Transcribe all the data below exactly, leaving its pictures out.

Records from a data collection:
[Start of Attachment]

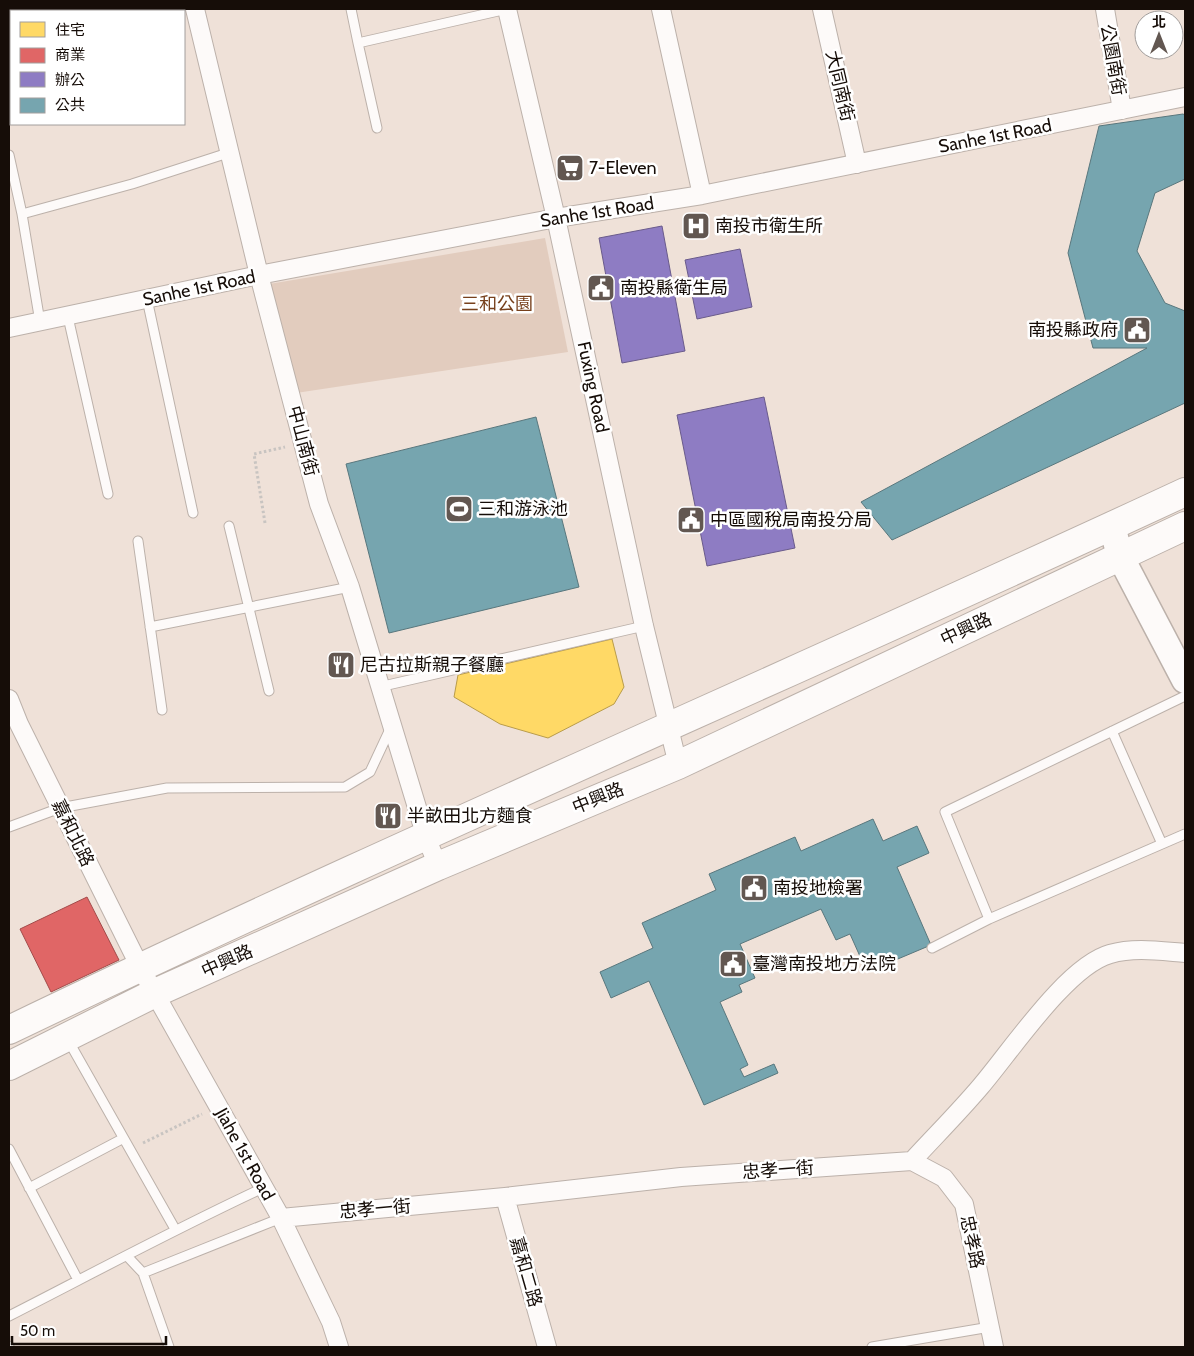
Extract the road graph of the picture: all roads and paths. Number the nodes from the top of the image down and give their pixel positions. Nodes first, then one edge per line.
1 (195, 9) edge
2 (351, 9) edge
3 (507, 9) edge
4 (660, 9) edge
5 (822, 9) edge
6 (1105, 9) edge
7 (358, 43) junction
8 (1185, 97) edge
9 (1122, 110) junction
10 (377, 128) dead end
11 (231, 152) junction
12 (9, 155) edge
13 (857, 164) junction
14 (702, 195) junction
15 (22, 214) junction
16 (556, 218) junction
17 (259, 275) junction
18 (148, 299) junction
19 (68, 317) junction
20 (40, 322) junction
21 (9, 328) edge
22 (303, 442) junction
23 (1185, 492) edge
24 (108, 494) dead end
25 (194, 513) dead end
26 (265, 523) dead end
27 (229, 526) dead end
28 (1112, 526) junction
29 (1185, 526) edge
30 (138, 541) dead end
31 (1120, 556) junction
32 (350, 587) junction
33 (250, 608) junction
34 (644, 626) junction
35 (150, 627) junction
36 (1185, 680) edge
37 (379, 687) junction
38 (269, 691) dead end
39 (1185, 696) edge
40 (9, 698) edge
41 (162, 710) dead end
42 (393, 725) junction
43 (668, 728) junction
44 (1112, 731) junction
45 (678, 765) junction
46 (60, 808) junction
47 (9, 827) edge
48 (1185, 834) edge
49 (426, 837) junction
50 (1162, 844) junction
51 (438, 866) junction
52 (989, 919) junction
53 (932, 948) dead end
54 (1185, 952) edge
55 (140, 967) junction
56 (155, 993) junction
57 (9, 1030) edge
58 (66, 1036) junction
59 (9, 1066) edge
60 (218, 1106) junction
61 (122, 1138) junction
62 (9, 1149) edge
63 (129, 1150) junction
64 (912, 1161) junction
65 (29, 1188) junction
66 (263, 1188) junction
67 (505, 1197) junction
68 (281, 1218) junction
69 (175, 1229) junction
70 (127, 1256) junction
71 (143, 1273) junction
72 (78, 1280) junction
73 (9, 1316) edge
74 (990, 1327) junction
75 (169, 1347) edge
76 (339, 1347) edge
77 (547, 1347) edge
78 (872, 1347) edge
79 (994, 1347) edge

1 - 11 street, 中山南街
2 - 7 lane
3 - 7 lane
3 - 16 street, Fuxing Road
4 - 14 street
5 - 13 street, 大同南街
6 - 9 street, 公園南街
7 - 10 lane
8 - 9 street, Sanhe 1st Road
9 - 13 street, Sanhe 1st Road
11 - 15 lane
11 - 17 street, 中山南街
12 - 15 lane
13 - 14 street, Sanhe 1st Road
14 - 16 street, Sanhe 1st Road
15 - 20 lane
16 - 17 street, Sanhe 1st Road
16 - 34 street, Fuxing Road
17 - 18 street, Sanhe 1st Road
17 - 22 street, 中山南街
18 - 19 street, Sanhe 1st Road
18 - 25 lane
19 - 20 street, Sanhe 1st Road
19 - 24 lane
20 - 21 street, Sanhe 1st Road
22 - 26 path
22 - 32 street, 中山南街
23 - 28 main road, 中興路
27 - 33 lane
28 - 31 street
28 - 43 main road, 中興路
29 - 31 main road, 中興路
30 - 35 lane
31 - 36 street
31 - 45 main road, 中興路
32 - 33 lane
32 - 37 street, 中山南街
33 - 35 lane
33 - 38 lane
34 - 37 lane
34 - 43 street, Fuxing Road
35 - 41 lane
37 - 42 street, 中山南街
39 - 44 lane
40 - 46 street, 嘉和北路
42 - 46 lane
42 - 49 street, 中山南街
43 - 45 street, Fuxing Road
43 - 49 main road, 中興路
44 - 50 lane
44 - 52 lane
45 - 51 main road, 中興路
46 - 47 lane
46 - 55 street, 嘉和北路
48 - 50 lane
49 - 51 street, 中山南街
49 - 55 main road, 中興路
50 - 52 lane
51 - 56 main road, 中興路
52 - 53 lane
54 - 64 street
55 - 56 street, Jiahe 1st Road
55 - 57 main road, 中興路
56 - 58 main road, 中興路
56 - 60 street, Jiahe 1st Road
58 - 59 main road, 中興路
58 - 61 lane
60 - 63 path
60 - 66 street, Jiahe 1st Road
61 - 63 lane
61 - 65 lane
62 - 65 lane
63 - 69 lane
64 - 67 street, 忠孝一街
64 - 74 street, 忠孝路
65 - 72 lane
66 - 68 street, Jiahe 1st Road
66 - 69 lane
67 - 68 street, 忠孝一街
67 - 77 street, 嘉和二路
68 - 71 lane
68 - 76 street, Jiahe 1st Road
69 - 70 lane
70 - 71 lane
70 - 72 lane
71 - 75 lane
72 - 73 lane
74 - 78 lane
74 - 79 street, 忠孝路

[End of Attachment]

RESULT.
Extract the road graph of the picture: all roads and paths. Number the nodes from the top of the image down and give their pixel positions. Nodes first, then one edge per line.
1 (195, 9) edge
2 (351, 9) edge
3 (507, 9) edge
4 (660, 9) edge
5 (822, 9) edge
6 (1105, 9) edge
7 (358, 43) junction
8 (1185, 97) edge
9 (1122, 110) junction
10 (377, 128) dead end
11 (231, 152) junction
12 (9, 155) edge
13 (857, 164) junction
14 (702, 195) junction
15 (22, 214) junction
16 (556, 218) junction
17 (259, 275) junction
18 (148, 299) junction
19 (68, 317) junction
20 (40, 322) junction
21 (9, 328) edge
22 (303, 442) junction
23 (1185, 492) edge
24 (108, 494) dead end
25 (194, 513) dead end
26 (265, 523) dead end
27 (229, 526) dead end
28 (1112, 526) junction
29 (1185, 526) edge
30 (138, 541) dead end
31 (1120, 556) junction
32 (350, 587) junction
33 (250, 608) junction
34 (644, 626) junction
35 (150, 627) junction
36 (1185, 680) edge
37 (379, 687) junction
38 (269, 691) dead end
39 (1185, 696) edge
40 (9, 698) edge
41 (162, 710) dead end
42 (393, 725) junction
43 (668, 728) junction
44 (1112, 731) junction
45 (678, 765) junction
46 (60, 808) junction
47 (9, 827) edge
48 (1185, 834) edge
49 (426, 837) junction
50 (1162, 844) junction
51 (438, 866) junction
52 (989, 919) junction
53 (932, 948) dead end
54 (1185, 952) edge
55 (140, 967) junction
56 (155, 993) junction
57 (9, 1030) edge
58 (66, 1036) junction
59 (9, 1066) edge
60 (218, 1106) junction
61 (122, 1138) junction
62 (9, 1149) edge
63 (129, 1150) junction
64 (912, 1161) junction
65 (29, 1188) junction
66 (263, 1188) junction
67 (505, 1197) junction
68 (281, 1218) junction
69 (175, 1229) junction
70 (127, 1256) junction
71 (143, 1273) junction
72 (78, 1280) junction
73 (9, 1316) edge
74 (990, 1327) junction
75 (169, 1347) edge
76 (339, 1347) edge
77 (547, 1347) edge
78 (872, 1347) edge
79 (994, 1347) edge

1 - 11 street, 中山南街
2 - 7 lane
3 - 7 lane
3 - 16 street, Fuxing Road
4 - 14 street
5 - 13 street, 大同南街
6 - 9 street, 公園南街
7 - 10 lane
8 - 9 street, Sanhe 1st Road
9 - 13 street, Sanhe 1st Road
11 - 15 lane
11 - 17 street, 中山南街
12 - 15 lane
13 - 14 street, Sanhe 1st Road
14 - 16 street, Sanhe 1st Road
15 - 20 lane
16 - 17 street, Sanhe 1st Road
16 - 34 street, Fuxing Road
17 - 18 street, Sanhe 1st Road
17 - 22 street, 中山南街
18 - 19 street, Sanhe 1st Road
18 - 25 lane
19 - 20 street, Sanhe 1st Road
19 - 24 lane
20 - 21 street, Sanhe 1st Road
22 - 26 path
22 - 32 street, 中山南街
23 - 28 main road, 中興路
27 - 33 lane
28 - 31 street
28 - 43 main road, 中興路
29 - 31 main road, 中興路
30 - 35 lane
31 - 36 street
31 - 45 main road, 中興路
32 - 33 lane
32 - 37 street, 中山南街
33 - 35 lane
33 - 38 lane
34 - 37 lane
34 - 43 street, Fuxing Road
35 - 41 lane
37 - 42 street, 中山南街
39 - 44 lane
40 - 46 street, 嘉和北路
42 - 46 lane
42 - 49 street, 中山南街
43 - 45 street, Fuxing Road
43 - 49 main road, 中興路
44 - 50 lane
44 - 52 lane
45 - 51 main road, 中興路
46 - 47 lane
46 - 55 street, 嘉和北路
48 - 50 lane
49 - 51 street, 中山南街
49 - 55 main road, 中興路
50 - 52 lane
51 - 56 main road, 中興路
52 - 53 lane
54 - 64 street
55 - 56 street, Jiahe 1st Road
55 - 57 main road, 中興路
56 - 58 main road, 中興路
56 - 60 street, Jiahe 1st Road
58 - 59 main road, 中興路
58 - 61 lane
60 - 63 path
60 - 66 street, Jiahe 1st Road
61 - 63 lane
61 - 65 lane
62 - 65 lane
63 - 69 lane
64 - 67 street, 忠孝一街
64 - 74 street, 忠孝路
65 - 72 lane
66 - 68 street, Jiahe 1st Road
66 - 69 lane
67 - 68 street, 忠孝一街
67 - 77 street, 嘉和二路
68 - 71 lane
68 - 76 street, Jiahe 1st Road
69 - 70 lane
70 - 71 lane
70 - 72 lane
71 - 75 lane
72 - 73 lane
74 - 78 lane
74 - 79 street, 忠孝路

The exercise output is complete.